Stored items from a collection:
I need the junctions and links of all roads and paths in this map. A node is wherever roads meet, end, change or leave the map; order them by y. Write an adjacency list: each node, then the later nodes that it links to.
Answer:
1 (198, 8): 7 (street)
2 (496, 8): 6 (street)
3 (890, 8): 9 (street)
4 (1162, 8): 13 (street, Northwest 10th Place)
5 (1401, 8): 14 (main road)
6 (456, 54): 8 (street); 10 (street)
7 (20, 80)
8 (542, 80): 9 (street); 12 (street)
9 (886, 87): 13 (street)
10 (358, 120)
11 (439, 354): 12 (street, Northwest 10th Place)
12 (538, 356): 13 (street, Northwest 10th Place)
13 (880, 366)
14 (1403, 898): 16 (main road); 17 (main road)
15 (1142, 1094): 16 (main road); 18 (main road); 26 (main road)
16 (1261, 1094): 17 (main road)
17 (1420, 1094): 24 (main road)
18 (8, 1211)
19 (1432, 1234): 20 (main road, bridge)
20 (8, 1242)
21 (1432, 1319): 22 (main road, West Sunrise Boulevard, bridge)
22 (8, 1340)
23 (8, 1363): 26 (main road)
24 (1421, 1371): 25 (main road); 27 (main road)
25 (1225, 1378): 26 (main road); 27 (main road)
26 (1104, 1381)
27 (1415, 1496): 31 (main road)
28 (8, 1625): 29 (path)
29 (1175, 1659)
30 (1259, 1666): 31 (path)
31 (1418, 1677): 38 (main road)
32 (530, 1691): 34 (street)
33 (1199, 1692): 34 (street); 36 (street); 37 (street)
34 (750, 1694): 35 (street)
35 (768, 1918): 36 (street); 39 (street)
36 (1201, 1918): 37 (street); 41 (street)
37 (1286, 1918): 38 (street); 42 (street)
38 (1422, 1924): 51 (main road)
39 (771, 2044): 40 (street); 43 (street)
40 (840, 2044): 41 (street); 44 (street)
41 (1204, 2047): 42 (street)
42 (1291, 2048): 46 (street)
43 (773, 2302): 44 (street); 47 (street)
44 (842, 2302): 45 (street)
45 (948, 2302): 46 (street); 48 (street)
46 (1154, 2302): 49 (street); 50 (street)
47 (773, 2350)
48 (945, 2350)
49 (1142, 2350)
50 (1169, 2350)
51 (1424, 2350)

PROBLEM TO SOLVE — Where the word "Place" appears in a line of the entries, copy that line.

OUTPUT FOR THIS EXERCISE —
4 (1162, 8): 13 (street, Northwest 10th Place)
11 (439, 354): 12 (street, Northwest 10th Place)
12 (538, 356): 13 (street, Northwest 10th Place)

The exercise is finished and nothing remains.